Reproduce every line of the material below, but drop the pictures.

Dataset excerpts:
□ □ □ □ □ □ □
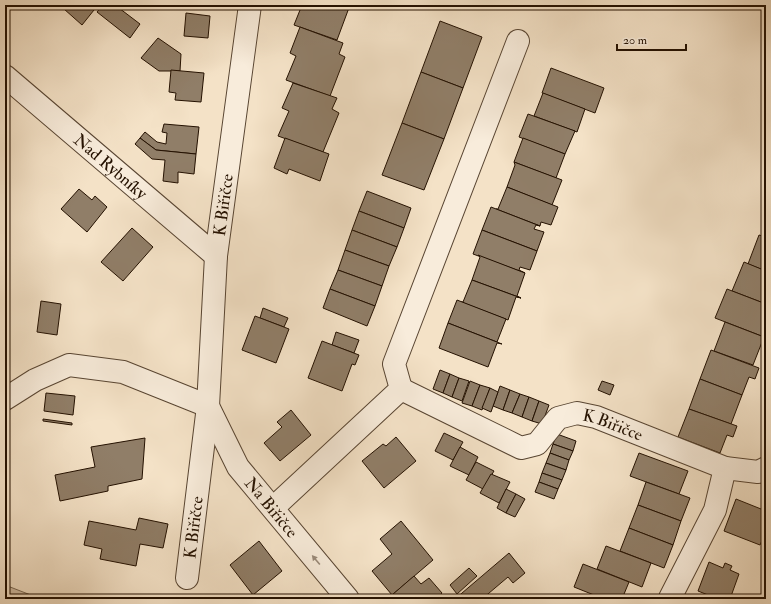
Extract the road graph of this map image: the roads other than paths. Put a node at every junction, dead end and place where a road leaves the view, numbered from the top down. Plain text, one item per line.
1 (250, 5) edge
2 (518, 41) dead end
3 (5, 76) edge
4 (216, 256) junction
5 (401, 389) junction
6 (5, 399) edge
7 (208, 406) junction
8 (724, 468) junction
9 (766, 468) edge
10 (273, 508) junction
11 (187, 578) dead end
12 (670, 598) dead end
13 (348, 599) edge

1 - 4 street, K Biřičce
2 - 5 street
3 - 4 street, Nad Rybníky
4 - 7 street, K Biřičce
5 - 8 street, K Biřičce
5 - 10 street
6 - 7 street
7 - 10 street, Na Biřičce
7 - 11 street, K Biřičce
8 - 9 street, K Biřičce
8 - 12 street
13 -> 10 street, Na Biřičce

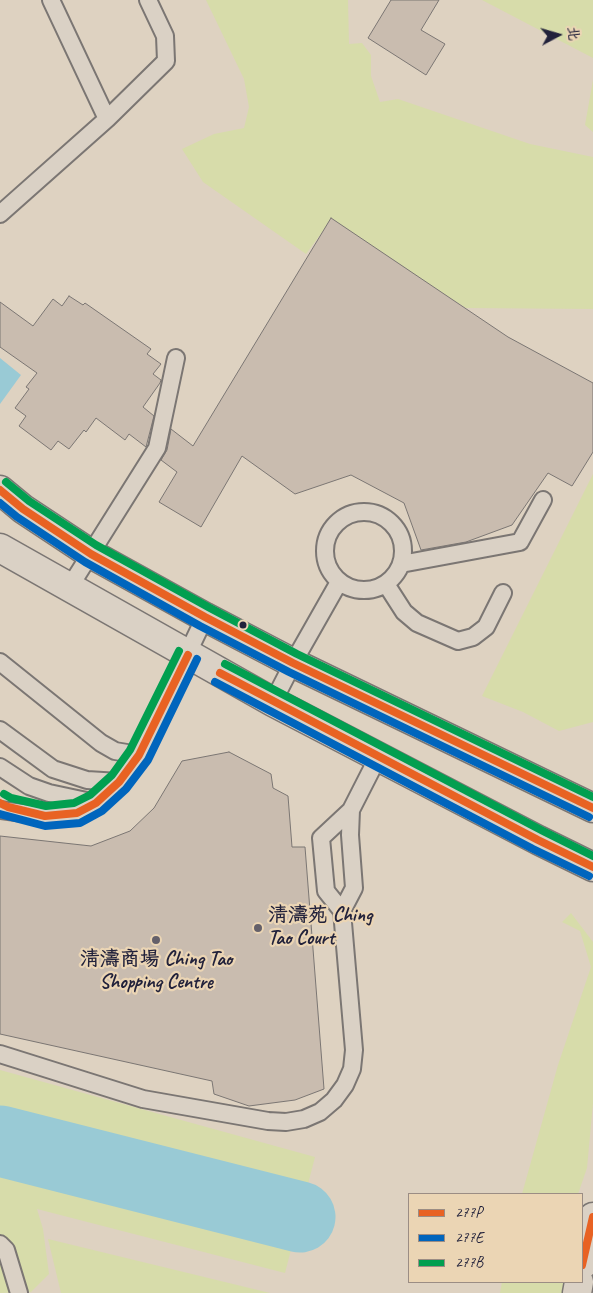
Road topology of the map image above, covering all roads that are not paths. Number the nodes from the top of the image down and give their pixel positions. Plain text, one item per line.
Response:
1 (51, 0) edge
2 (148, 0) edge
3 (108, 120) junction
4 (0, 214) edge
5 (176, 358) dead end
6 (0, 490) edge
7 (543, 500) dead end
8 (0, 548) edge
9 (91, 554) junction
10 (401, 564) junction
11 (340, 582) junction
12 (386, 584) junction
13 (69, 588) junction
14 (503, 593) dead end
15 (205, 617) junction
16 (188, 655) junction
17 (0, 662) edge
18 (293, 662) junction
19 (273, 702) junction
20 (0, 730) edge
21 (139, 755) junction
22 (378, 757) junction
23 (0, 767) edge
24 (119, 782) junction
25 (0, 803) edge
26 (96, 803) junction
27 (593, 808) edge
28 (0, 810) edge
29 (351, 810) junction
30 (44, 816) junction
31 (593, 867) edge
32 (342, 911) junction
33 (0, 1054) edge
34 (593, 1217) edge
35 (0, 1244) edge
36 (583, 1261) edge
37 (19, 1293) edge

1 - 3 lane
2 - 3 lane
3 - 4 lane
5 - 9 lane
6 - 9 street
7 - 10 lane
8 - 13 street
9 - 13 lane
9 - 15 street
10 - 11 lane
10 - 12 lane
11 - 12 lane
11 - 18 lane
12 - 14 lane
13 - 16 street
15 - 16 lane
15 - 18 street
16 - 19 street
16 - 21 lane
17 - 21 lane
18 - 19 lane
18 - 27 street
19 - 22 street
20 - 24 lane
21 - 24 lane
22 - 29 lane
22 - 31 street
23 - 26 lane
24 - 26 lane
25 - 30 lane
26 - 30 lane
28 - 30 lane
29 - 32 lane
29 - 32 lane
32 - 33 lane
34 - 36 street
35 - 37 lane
□ □ □ □ □ □ □
Result:
Extract the road graph of this map image: the roads other than paths. Put a node at every junction, dead end and place where a road leaves the view, numbered from the top down. Plain text, one item per line.
1 (250, 5) edge
2 (518, 41) dead end
3 (5, 76) edge
4 (216, 256) junction
5 (401, 389) junction
6 (5, 399) edge
7 (208, 406) junction
8 (724, 468) junction
9 (766, 468) edge
10 (273, 508) junction
11 (187, 578) dead end
12 (670, 598) dead end
13 (348, 599) edge

1 - 4 street, K Biřičce
2 - 5 street
3 - 4 street, Nad Rybníky
4 - 7 street, K Biřičce
5 - 8 street, K Biřičce
5 - 10 street
6 - 7 street
7 - 10 street, Na Biřičce
7 - 11 street, K Biřičce
8 - 9 street, K Biřičce
8 - 12 street
13 -> 10 street, Na Biřičce

Road topology of the map image above, covering all roads that are not paths. Number the nodes from the top of the image down and give their pixel positions. Plain text, one item per line.
Response:
1 (51, 0) edge
2 (148, 0) edge
3 (108, 120) junction
4 (0, 214) edge
5 (176, 358) dead end
6 (0, 490) edge
7 (543, 500) dead end
8 (0, 548) edge
9 (91, 554) junction
10 (401, 564) junction
11 (340, 582) junction
12 (386, 584) junction
13 (69, 588) junction
14 (503, 593) dead end
15 (205, 617) junction
16 (188, 655) junction
17 (0, 662) edge
18 (293, 662) junction
19 (273, 702) junction
20 (0, 730) edge
21 (139, 755) junction
22 (378, 757) junction
23 (0, 767) edge
24 (119, 782) junction
25 (0, 803) edge
26 (96, 803) junction
27 (593, 808) edge
28 (0, 810) edge
29 (351, 810) junction
30 (44, 816) junction
31 (593, 867) edge
32 (342, 911) junction
33 (0, 1054) edge
34 (593, 1217) edge
35 (0, 1244) edge
36 (583, 1261) edge
37 (19, 1293) edge

1 - 3 lane
2 - 3 lane
3 - 4 lane
5 - 9 lane
6 - 9 street
7 - 10 lane
8 - 13 street
9 - 13 lane
9 - 15 street
10 - 11 lane
10 - 12 lane
11 - 12 lane
11 - 18 lane
12 - 14 lane
13 - 16 street
15 - 16 lane
15 - 18 street
16 - 19 street
16 - 21 lane
17 - 21 lane
18 - 19 lane
18 - 27 street
19 - 22 street
20 - 24 lane
21 - 24 lane
22 - 29 lane
22 - 31 street
23 - 26 lane
24 - 26 lane
25 - 30 lane
26 - 30 lane
28 - 30 lane
29 - 32 lane
29 - 32 lane
32 - 33 lane
34 - 36 street
35 - 37 lane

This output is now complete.